El abogado Hilton García Aguirre sentó como testigos a la esposa de Rodríguez Traverzo, a su suegra y a su prima Glenda Rodríguez.
Figueroa Alemañy indicó que llevan cuatro años casados, que tienen un hijo de tres años y que el único ingreso del hogar es el de ella, que trabaja en la oficina regional del presidente del Senado, Thomas Rivera Schatz, en Mayagüez
Aseguró que la familia se. encargará de que comparezca al tribunal –el lunes, cuando debe ir a una vista de estatus y el 13 de febrero a la vista preliminar–, y alegó que no supo de él desde el viernes, día que le radicaron los cargos, hasta que lo arrestaron el martes.

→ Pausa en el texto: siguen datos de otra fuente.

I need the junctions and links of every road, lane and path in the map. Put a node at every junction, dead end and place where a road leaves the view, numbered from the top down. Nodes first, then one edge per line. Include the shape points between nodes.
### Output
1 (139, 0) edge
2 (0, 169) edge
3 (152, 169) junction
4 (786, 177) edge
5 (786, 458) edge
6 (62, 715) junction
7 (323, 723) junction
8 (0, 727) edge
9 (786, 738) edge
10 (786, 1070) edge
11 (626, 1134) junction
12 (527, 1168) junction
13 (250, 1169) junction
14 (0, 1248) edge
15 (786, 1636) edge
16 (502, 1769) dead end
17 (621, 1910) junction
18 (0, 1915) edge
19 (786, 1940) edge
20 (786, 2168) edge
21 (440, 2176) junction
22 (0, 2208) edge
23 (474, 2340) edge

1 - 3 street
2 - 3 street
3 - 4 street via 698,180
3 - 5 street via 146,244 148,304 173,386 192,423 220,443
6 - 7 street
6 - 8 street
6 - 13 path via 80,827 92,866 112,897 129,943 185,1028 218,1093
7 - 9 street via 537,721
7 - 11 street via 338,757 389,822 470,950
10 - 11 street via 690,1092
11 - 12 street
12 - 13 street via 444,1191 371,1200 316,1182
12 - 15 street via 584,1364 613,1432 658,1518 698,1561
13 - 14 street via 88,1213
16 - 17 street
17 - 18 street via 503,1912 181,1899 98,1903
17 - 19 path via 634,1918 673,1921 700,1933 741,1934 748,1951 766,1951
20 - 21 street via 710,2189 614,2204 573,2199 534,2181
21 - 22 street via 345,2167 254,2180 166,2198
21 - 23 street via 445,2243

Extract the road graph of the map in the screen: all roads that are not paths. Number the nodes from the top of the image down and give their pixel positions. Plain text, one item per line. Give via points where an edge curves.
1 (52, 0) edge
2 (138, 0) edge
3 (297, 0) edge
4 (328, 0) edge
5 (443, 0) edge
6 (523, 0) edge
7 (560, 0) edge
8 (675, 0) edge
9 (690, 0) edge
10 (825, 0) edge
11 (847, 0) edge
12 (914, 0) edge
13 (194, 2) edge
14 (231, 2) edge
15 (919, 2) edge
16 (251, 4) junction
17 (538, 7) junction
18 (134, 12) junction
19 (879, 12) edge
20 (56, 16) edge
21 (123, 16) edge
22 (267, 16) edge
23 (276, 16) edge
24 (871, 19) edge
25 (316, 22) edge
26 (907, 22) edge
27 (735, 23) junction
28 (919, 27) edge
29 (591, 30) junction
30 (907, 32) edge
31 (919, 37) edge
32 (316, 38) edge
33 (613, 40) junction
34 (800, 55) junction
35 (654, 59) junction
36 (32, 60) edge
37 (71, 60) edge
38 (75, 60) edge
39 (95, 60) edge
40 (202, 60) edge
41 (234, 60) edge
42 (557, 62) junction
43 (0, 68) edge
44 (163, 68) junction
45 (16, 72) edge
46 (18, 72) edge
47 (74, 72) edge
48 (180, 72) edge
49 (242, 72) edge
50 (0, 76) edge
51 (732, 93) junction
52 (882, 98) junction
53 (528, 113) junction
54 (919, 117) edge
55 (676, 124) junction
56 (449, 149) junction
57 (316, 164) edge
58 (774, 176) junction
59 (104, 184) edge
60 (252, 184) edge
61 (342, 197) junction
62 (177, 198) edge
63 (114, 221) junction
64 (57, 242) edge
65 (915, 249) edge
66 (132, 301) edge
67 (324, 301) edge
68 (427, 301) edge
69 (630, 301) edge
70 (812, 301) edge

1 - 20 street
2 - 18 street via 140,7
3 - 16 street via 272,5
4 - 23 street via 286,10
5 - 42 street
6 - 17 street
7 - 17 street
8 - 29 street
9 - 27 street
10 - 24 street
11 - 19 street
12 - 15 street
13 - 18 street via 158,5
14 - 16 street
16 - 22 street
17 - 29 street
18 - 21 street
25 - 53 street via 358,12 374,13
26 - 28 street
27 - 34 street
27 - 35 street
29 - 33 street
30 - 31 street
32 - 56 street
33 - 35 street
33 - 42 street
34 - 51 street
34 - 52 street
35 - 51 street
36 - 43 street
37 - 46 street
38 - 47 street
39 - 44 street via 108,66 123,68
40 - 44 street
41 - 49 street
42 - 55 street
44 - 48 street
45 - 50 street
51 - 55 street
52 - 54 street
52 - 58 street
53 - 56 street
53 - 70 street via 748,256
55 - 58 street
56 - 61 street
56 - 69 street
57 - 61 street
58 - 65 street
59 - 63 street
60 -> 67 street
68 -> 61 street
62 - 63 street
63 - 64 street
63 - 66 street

“Él tiene familia, tiene seis hijos que adora. No creo que los ponga en riesgo ni a ellos ni a mí como su esposa”, señaló Figueroa Alemañy al ofrecer garantía de comparecencia.
La suegra del imputado dijo que se hará cargo de él en su hogar, donde hay teléfono de línea, necesario para usar el grillete.
La FEI presentó como testigo al agente Luis David Rodríguez, quien dijo que desde julio recibió instrucciones para localizar a Rodríguez Traverzo para notificarle una resolución, pero que las direcciones que tenían eran falsas.
Al no encontrarlo, citó a la esposa en su lugar de trabajo, pero no compareció y dijo que ella le manifestó: “Yo no sé nada de Iván”.
Agregó que montó vigilancia en el apartamento en Porta Coeli Apartments, en San Germán, dos días antes de que sometieran los cargos en ausencia y no lo consiguió.